Note that in contrast to createLookup()
,
collapseColumns()
and applyLookup()
this
function only works on a single forced choice variable pair. Integrating
multiple variable pairs has to be performed in separate steps.
gads_final <- collapseMC_Text(GADSdat = gads_string, mc_var = "mcvar",
text_var = "stringvar_r", mc_code4text = "other",
var_suffix = "_r", label_suffix = "(recoded)")
#> No rows removed from meta data.
#> Adding meta data for the following variables: mcvar_r
gads_final$dat
#> ID mcvar stringvar stringvar_r mcvar_r
#> 1 1 3 <NA> missing -99
#> 2 2 2 Italy Italy 2
#> 3 3 3 England England 4
#> 4 4 3 Ita Italy 5
#> 5 5 3 Eng England 4
#> 6 6 NA German Germany 1
#> 7 7 1 Germ Germany 1
#> 8 8 2 <NA> missing 2
#> 9 9 3 <NA> missing -99
#> 10 10 3 Eng England 4
extractMeta(gads_final, "mcvar_r")
#> varName varLabel format display_width labeled value valLabel missings
#> 8 mcvar_r (recoded) F8.2 NA yes 1 Germany valid
#> 9 mcvar_r (recoded) F8.2 NA yes 2 Poland valid
#> 10 mcvar_r (recoded) F8.2 NA yes 3 other valid
#> 11 mcvar_r (recoded) F8.2 NA yes -99 missing miss
#> 12 mcvar_r (recoded) F8.2 NA yes 4 England valid
#> 13 mcvar_r (recoded) F8.2 NA yes 5 Italy valid
checkMissings()
is a function for automatically setting
missing values in a GADSdat
object.
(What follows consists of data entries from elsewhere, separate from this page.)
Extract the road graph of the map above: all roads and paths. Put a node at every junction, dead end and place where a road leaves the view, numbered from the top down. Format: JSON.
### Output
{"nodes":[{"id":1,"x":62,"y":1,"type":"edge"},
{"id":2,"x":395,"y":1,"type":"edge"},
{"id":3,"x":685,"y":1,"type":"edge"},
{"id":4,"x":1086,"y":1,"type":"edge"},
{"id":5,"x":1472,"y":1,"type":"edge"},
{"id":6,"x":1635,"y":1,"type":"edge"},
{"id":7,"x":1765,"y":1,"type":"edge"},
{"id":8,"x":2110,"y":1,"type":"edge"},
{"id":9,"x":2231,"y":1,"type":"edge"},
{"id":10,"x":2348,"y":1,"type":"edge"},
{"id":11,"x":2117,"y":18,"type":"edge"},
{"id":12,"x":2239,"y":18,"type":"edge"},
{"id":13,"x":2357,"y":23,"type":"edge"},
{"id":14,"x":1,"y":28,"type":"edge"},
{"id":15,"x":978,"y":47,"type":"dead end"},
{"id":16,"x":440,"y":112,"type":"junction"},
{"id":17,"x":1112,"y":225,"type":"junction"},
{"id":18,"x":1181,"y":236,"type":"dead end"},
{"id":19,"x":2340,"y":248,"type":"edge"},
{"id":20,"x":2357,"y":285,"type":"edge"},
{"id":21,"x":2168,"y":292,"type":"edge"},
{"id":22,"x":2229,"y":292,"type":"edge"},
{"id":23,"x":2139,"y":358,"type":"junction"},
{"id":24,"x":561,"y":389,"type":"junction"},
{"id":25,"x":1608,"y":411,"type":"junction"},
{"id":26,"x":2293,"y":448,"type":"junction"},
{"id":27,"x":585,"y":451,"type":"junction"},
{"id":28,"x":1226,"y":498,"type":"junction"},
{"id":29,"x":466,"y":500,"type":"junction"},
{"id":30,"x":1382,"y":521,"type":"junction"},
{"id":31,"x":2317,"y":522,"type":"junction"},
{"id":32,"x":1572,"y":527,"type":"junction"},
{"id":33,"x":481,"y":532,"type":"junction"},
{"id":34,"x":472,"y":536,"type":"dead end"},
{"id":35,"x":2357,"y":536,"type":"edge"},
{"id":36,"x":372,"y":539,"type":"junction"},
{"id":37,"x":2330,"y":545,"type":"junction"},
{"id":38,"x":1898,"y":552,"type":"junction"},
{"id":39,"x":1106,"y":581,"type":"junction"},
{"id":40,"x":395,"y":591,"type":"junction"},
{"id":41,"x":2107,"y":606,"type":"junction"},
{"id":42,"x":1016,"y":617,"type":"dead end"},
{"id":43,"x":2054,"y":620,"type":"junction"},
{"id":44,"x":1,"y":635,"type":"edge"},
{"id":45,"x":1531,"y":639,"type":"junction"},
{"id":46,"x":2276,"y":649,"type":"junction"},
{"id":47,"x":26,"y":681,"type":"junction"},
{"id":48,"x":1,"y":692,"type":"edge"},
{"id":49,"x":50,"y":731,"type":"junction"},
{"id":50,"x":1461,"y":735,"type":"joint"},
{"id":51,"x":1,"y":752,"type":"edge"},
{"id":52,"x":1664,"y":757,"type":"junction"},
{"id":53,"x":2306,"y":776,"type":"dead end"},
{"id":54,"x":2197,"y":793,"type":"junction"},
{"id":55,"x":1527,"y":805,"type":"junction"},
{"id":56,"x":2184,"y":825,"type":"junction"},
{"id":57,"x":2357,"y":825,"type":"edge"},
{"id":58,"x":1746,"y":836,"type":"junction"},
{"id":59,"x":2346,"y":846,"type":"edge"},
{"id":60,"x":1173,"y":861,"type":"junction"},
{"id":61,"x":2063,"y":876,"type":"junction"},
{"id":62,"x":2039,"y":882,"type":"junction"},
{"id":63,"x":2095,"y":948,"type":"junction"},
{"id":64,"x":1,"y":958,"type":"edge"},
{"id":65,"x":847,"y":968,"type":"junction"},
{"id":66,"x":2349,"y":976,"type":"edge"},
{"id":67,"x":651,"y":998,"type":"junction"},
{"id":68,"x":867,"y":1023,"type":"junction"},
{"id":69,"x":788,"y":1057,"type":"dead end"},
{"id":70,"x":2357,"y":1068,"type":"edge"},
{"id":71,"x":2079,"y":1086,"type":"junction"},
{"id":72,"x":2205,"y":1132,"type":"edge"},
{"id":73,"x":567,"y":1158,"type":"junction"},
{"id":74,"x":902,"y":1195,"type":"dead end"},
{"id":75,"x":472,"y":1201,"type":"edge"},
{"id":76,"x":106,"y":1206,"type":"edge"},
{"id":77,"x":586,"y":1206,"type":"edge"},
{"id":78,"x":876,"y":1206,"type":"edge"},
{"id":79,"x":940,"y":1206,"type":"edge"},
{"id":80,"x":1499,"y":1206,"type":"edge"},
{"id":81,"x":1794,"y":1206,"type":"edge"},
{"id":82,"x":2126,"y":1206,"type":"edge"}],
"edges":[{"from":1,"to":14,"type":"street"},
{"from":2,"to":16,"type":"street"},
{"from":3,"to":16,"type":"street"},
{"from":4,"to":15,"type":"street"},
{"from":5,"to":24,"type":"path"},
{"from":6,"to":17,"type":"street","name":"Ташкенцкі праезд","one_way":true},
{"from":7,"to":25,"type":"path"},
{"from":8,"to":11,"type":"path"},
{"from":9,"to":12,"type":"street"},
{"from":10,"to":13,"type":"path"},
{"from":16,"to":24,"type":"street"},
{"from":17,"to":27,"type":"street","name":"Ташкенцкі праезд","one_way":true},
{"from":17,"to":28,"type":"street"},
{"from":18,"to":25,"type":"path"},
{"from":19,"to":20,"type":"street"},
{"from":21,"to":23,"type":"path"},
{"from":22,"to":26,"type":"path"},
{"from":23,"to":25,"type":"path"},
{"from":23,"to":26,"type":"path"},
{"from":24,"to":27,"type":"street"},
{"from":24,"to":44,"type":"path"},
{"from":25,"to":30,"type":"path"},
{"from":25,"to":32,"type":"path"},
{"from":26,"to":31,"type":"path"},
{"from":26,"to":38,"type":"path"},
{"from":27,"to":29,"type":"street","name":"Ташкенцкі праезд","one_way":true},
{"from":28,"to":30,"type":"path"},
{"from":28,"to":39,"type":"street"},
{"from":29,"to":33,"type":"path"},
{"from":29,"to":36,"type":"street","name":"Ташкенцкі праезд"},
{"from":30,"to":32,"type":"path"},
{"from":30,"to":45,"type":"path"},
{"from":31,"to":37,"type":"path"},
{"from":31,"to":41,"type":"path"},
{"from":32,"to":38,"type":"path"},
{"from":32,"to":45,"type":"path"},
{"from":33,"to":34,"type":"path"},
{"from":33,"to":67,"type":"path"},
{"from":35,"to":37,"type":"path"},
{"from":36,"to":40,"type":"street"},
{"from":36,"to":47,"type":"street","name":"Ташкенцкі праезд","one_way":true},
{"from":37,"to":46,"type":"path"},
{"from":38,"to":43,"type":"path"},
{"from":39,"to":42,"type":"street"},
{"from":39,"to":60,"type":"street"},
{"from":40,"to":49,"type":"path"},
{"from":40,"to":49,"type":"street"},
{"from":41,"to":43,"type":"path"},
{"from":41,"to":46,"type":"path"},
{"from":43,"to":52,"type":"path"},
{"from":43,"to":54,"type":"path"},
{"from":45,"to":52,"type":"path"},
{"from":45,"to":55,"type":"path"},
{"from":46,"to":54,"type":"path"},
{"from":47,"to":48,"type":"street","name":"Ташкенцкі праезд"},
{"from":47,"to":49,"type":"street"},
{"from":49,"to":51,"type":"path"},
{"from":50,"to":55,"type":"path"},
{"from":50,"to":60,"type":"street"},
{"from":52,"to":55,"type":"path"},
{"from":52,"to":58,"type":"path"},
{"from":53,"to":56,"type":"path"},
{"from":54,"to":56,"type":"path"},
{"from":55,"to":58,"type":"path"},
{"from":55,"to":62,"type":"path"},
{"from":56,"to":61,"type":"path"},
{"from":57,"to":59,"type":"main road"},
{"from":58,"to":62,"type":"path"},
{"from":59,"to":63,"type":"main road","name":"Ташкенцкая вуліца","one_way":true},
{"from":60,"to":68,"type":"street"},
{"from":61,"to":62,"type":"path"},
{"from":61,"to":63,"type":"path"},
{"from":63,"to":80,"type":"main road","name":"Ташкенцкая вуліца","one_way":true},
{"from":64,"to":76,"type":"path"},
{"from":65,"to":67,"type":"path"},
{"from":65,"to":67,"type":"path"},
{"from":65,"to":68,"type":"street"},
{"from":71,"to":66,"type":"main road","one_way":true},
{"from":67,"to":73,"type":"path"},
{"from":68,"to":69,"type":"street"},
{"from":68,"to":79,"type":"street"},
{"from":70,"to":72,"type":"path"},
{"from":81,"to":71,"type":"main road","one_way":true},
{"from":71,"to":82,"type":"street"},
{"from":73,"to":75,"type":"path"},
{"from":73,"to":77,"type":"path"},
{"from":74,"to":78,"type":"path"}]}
If new values should
receive missing codes, checkMissings()
would be necessary.
However, in our example no new values representing missings have been
added, therefore the function does not change the GADSdat
object.
gads_final <- checkMissings(GADSdat = gads_final, missingLabel = "missing",
addMissingCode = TRUE, addMissingLabel = FALSE)
extractMeta(gads_final, "mcvar_r")
#> varName varLabel format display_width labeled value valLabel missings
#> 8 mcvar_r (recoded) F8.2 NA yes 1 Germany valid
#> 9 mcvar_r (recoded) F8.2 NA yes 2 Poland valid
#> 10 mcvar_r (recoded) F8.2 NA yes 3 other valid
#> 11 mcvar_r (recoded) F8.2 NA yes -99 missing miss
#> 12 mcvar_r (recoded) F8.2 NA yes 4 England valid
#> 13 mcvar_r (recoded) F8.2 NA yes 5 Italy valid
Remove variables from GADSdat
In a last step you can remove intermediate or superfluous variables
from the GADSdat
object by using the function
removeVars()
.
gads_final <- removeVars(GADSdat = gads_final, vars = c("mcvar", "stringvar_r"))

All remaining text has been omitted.